Sometimes in life, the more you read about something, the more sense everything seems to make.
This is an email I just to David’s father about NEMO. My concern is (as it always is), that in the event something happens to me, that David will not get the medical care he needs in order to survive because the people closest to him do not understand the severity of his situation.
(Since we are cursed with looking healthy all the time, people, especially doctors, often underestimate the severely of our health problems.)
In my son’s father’s case, I’m also concerned his financial limitations will also keep him from making the right choices for my son. It already has, but while I’ve been alive, I’ve been able to intervene.
It’s time for both David and I to be on IVIG therapy…I just don’t know how to get it.
Begin forwarded message:
From: Teddy
Date: April 10, 2012 4:58:50 AM PDT
To: Luke
Subject: NEMO mutation–noah’s being tested for this
Luke,
I just wanted to bring to your attention that David is being tested for NEMO (results take 4-6 weeks, but it got sent a couple of weeks ago),
and the more I read about this disease the more likely I think that this indeed is finally the answer.
What David needs as soon as we can get our hands on it, is IVIG–this is the immunogloblin therapy that has more than once saved my life over the last 7 years. Given the number of times he’s struggling with breakthrough infections, IVIG will help, and improve his quality of life immensely.
There are many different mutations of NEMO, some more extreme than others. Most are recessive in nature, but some (which would include ours), the gene is dominant.
David and I clearly don’t have the most extreme variation (like this boy in the article below I attached for you), but you can not underestimate the severity of this disease.
As evident by the number of times I’ve already almost died, in order for David to have any chance of living a long and normal life, he must have consistent and prompt medical care.
IVIG and antibiotic therapy very well might allow him to function normally (particularly the IVIG), but the only cure would be a bone marrow transplant (which has its own risks–too risky. I think medicine will have a safer solution in ten years, and IVIG will probably work until then).

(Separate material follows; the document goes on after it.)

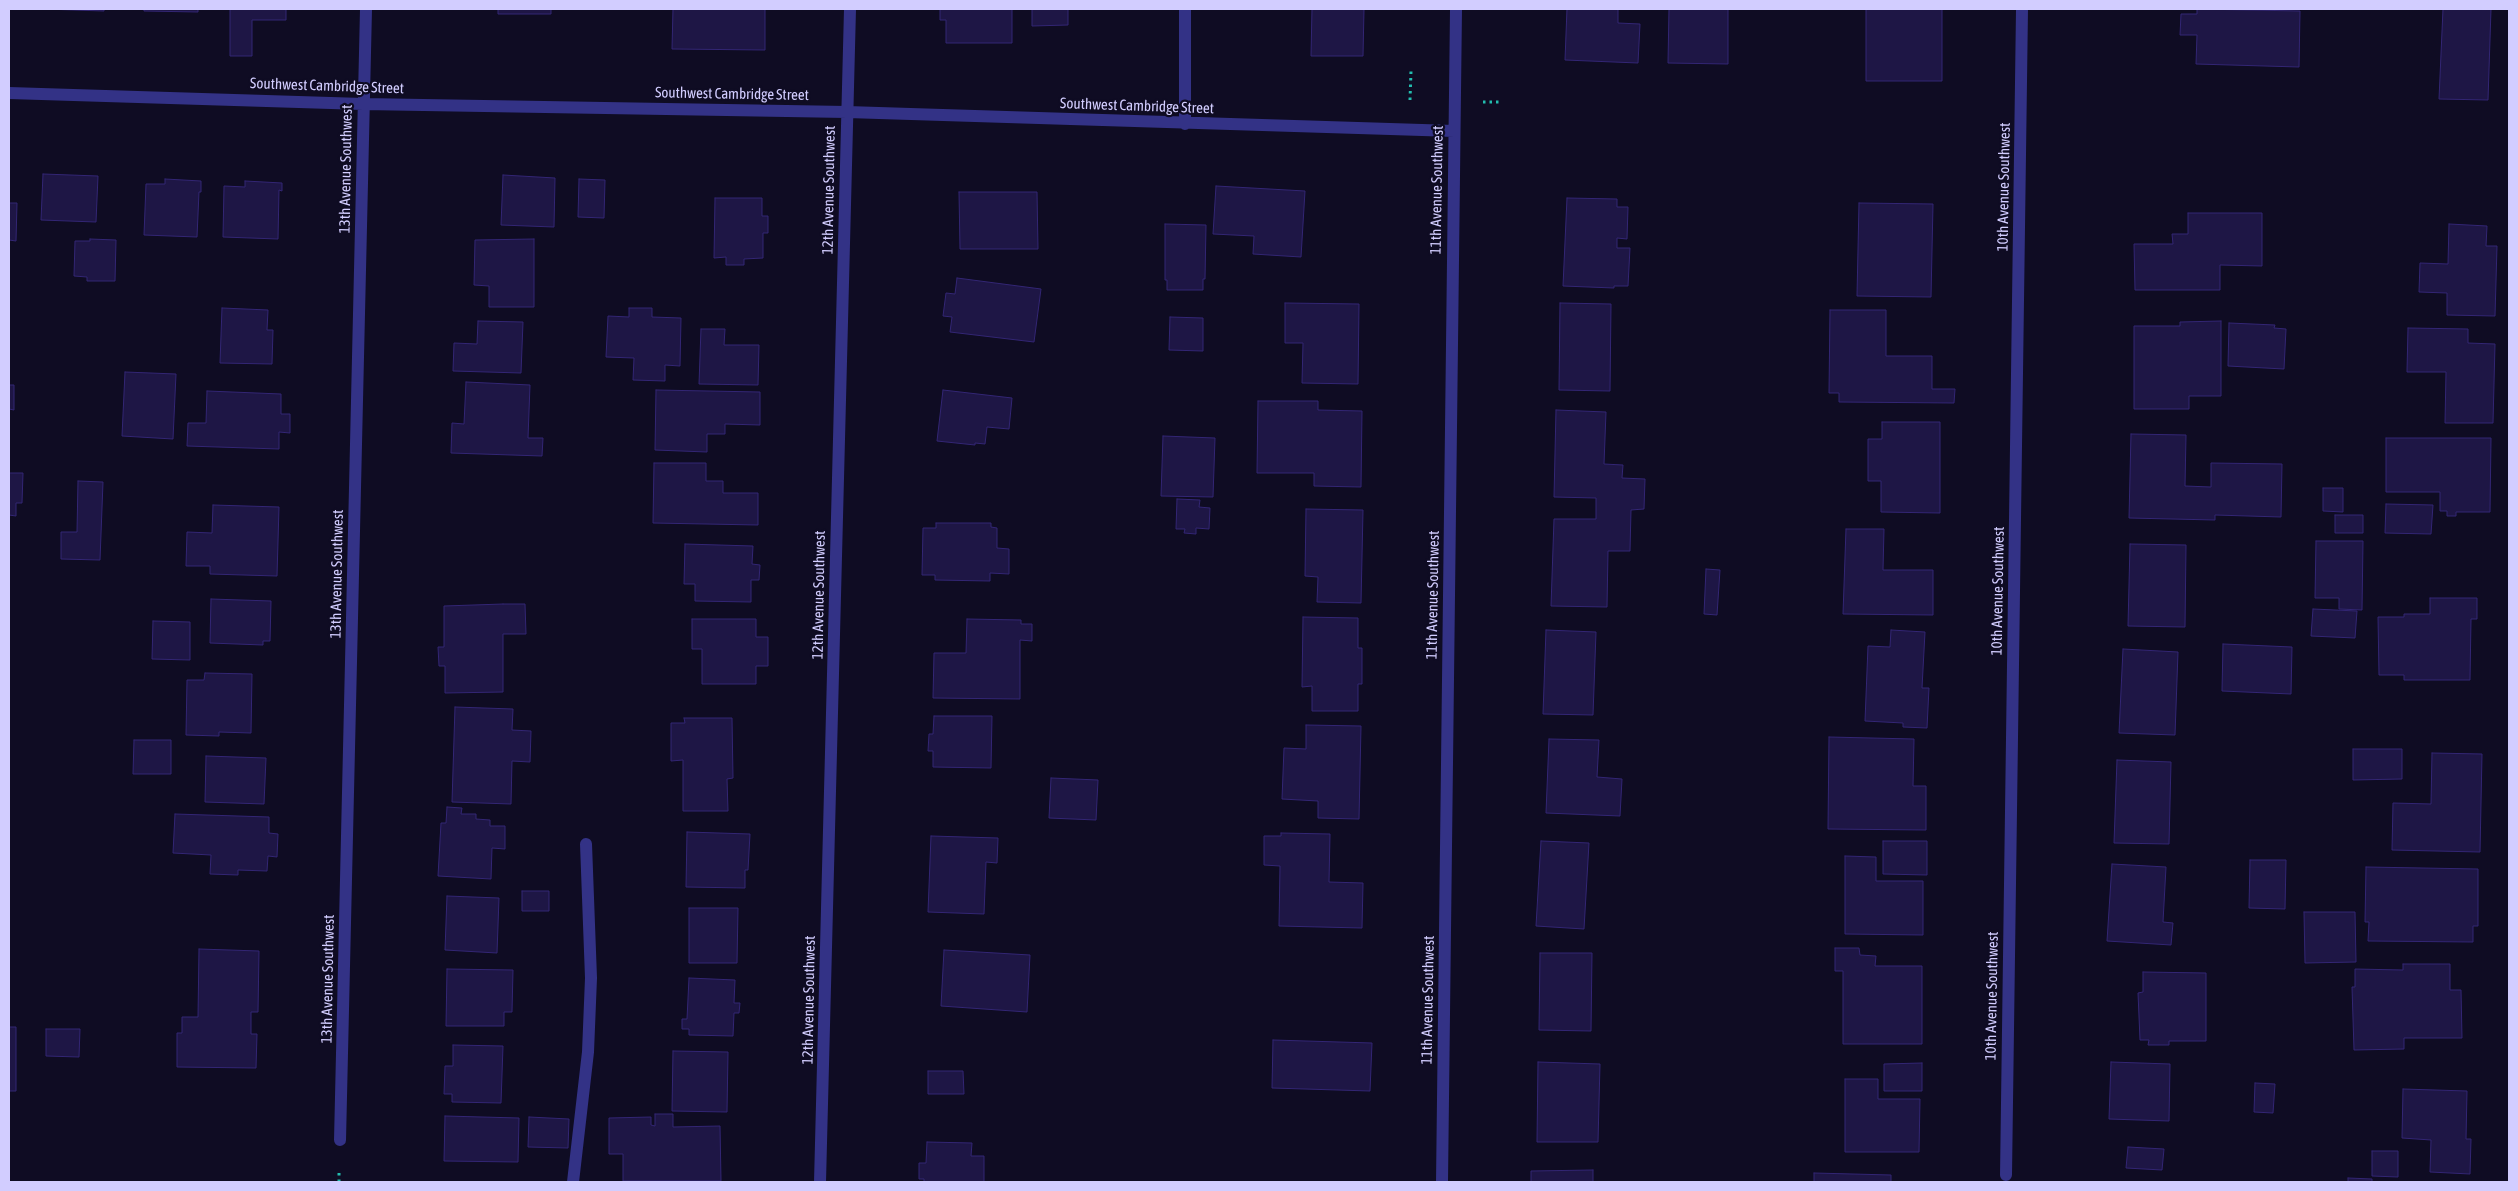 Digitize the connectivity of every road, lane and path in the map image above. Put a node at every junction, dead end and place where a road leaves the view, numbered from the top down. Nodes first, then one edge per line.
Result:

But IVIG is extremely expensive.
The reasons I strongly suspect NEMO:
(combining both of what I’ve learned from both mine and Noah’s medical histories).
* recurrent sinus and respiratory infections, including pneumonia
* skin infections
* impaired ability to sweat
* heat intolerance
* failure to have an elevated wcb, even with a documented infection (in David’s case, pneumonia, my case, numerous infections).
* my severe chicken pox as a child (ever notice the scar on my forehead?), my issues with hpv.
* lack of a proper inflammatory response. This has been well documented in my medical case–all of my negative imaging studies but than a surgery reveals the problem. A normal person would have shown the problem in their imaging study, which is gaging inflammatory responses (among other things, like growths). But since we don’t create a proper response, we have false negative studies.
* impaired response to the pneumococcal vaccine (David has already had multiple ‘booster’ shots, more than the average child. He just had another pneumococcal vaccine last Oct when he was in the hospital. I flunked it even worse than David, probably due to my age. Immunity gets even worse as we get older.)
* but our responses to other vaccines are normal (just like other NEMO patients)
* and our antigen and mitigen tests have also been normal (like other NEMO patients)
* and our Ig levels and subclasses are usually normal (which some NEMO patients have as well, though I really wish they could test the function of our Igs–I’m sure they’d find lots of deficiencies there in NEMO patients, which is why IVIG therapy helps so much.)
Symptoms of NEMO we don’t have: the thin hair, the slightly unusual face structure, no skin pigmentation. But due to the number variations of NEMO, our not having these symptoms falls within a statistical normal of patients not exhibiting all of the symptoms of a given disease. In fact, its very rare (or impossible?) for any patient to exhibit all the symptoms for any disease. All of our bodies respond a little differently, and we all use different word choices in describing what’s happening with our bodies as well (complicating things even farther for doctors 🙂
No one has all the symptoms for any given disease.
In a nutshell, NEMO is it.
When I’m feeling a little better, I’m going to speak with David’s immunologists about starting him on IVIG therapy–I think it’s time, and it will help him with a lot of other problems as well.
IVIG has saved my life numerous times, but it’s expensive…
(IVIG is probably only about $1500/month at his age now, because of his size, but it will increase as he gets older because the medication is given by weight. Insurance never likes to pay for it, and a disease as rare as NEMO, I’m sure they will argue something to deny it.)
At the end of the day, even if David and I do not test positive NEMO, in the end our disorder is something very similar (too similar, which is why I think NEMO is the answer–)
I just can’t imagine having a set of symptoms like ours, which is so strange and specific (like the failure of pneumococcal, but then other vaccines are fine, for example), and then there being another weird disease out there like that too.
It’s NEMO.
(This article the case is more extreme, but you should read other case studies as well. Remember how David’s sinus infections didn’t start until he went to preschool in the fall of 2005? He was being partially protected at home.)